▶ _Task details_
The full set of entries should be repeated without a single change.

----------------

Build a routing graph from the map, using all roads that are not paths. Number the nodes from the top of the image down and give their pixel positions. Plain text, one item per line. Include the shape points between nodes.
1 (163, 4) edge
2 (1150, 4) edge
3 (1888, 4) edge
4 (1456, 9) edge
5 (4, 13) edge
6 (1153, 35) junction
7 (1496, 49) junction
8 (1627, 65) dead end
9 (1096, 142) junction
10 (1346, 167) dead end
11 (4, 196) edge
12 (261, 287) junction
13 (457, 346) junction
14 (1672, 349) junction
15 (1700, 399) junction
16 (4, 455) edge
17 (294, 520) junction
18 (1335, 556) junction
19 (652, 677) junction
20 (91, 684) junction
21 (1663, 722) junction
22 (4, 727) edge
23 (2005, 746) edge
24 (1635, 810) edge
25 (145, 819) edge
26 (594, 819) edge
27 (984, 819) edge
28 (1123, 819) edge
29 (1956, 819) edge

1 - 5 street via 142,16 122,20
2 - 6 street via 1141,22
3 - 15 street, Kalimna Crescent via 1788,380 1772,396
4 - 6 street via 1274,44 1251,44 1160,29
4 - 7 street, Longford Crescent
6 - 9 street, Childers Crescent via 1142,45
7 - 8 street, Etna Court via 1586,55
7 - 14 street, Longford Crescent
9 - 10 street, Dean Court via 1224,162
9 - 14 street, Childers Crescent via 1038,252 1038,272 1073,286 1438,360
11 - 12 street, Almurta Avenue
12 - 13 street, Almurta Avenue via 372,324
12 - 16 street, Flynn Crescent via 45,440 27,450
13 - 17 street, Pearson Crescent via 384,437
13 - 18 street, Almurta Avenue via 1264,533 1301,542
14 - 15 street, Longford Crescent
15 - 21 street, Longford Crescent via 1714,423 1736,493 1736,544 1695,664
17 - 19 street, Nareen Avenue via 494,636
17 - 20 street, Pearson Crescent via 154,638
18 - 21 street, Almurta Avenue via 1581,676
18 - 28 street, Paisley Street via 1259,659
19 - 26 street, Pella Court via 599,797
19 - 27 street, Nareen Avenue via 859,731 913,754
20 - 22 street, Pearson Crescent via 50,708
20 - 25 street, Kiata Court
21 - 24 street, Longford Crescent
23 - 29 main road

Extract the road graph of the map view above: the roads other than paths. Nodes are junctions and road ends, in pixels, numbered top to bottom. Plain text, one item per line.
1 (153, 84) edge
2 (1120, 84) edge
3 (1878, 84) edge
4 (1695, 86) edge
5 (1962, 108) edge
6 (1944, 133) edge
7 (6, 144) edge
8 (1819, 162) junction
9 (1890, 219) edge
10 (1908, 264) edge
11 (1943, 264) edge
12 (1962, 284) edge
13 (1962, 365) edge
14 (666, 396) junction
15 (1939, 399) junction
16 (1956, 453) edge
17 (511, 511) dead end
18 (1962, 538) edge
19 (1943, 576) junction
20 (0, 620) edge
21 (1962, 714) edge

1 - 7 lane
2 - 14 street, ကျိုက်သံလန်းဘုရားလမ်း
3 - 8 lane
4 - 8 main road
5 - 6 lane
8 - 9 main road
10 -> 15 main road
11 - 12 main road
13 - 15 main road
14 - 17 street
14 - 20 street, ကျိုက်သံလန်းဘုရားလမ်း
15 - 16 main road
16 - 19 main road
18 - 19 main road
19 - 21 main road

----------------

▶ _Answer box_
Build a routing graph from the map, using all roads that are not paths. Number the nodes from the top of the image down and give their pixel positions. Plain text, one item per line. Include the shape points between nodes.
1 (163, 4) edge
2 (1150, 4) edge
3 (1888, 4) edge
4 (1456, 9) edge
5 (4, 13) edge
6 (1153, 35) junction
7 (1496, 49) junction
8 (1627, 65) dead end
9 (1096, 142) junction
10 (1346, 167) dead end
11 (4, 196) edge
12 (261, 287) junction
13 (457, 346) junction
14 (1672, 349) junction
15 (1700, 399) junction
16 (4, 455) edge
17 (294, 520) junction
18 (1335, 556) junction
19 (652, 677) junction
20 (91, 684) junction
21 (1663, 722) junction
22 (4, 727) edge
23 (2005, 746) edge
24 (1635, 810) edge
25 (145, 819) edge
26 (594, 819) edge
27 (984, 819) edge
28 (1123, 819) edge
29 (1956, 819) edge

1 - 5 street via 142,16 122,20
2 - 6 street via 1141,22
3 - 15 street, Kalimna Crescent via 1788,380 1772,396
4 - 6 street via 1274,44 1251,44 1160,29
4 - 7 street, Longford Crescent
6 - 9 street, Childers Crescent via 1142,45
7 - 8 street, Etna Court via 1586,55
7 - 14 street, Longford Crescent
9 - 10 street, Dean Court via 1224,162
9 - 14 street, Childers Crescent via 1038,252 1038,272 1073,286 1438,360
11 - 12 street, Almurta Avenue
12 - 13 street, Almurta Avenue via 372,324
12 - 16 street, Flynn Crescent via 45,440 27,450
13 - 17 street, Pearson Crescent via 384,437
13 - 18 street, Almurta Avenue via 1264,533 1301,542
14 - 15 street, Longford Crescent
15 - 21 street, Longford Crescent via 1714,423 1736,493 1736,544 1695,664
17 - 19 street, Nareen Avenue via 494,636
17 - 20 street, Pearson Crescent via 154,638
18 - 21 street, Almurta Avenue via 1581,676
18 - 28 street, Paisley Street via 1259,659
19 - 26 street, Pella Court via 599,797
19 - 27 street, Nareen Avenue via 859,731 913,754
20 - 22 street, Pearson Crescent via 50,708
20 - 25 street, Kiata Court
21 - 24 street, Longford Crescent
23 - 29 main road

Extract the road graph of the map view above: the roads other than paths. Nodes are junctions and road ends, in pixels, numbered top to bottom. Plain text, one item per line.
1 (153, 84) edge
2 (1120, 84) edge
3 (1878, 84) edge
4 (1695, 86) edge
5 (1962, 108) edge
6 (1944, 133) edge
7 (6, 144) edge
8 (1819, 162) junction
9 (1890, 219) edge
10 (1908, 264) edge
11 (1943, 264) edge
12 (1962, 284) edge
13 (1962, 365) edge
14 (666, 396) junction
15 (1939, 399) junction
16 (1956, 453) edge
17 (511, 511) dead end
18 (1962, 538) edge
19 (1943, 576) junction
20 (0, 620) edge
21 (1962, 714) edge

1 - 7 lane
2 - 14 street, ကျိုက်သံလန်းဘုရားလမ်း
3 - 8 lane
4 - 8 main road
5 - 6 lane
8 - 9 main road
10 -> 15 main road
11 - 12 main road
13 - 15 main road
14 - 17 street
14 - 20 street, ကျိုက်သံလန်းဘုရားလမ်း
15 - 16 main road
16 - 19 main road
18 - 19 main road
19 - 21 main road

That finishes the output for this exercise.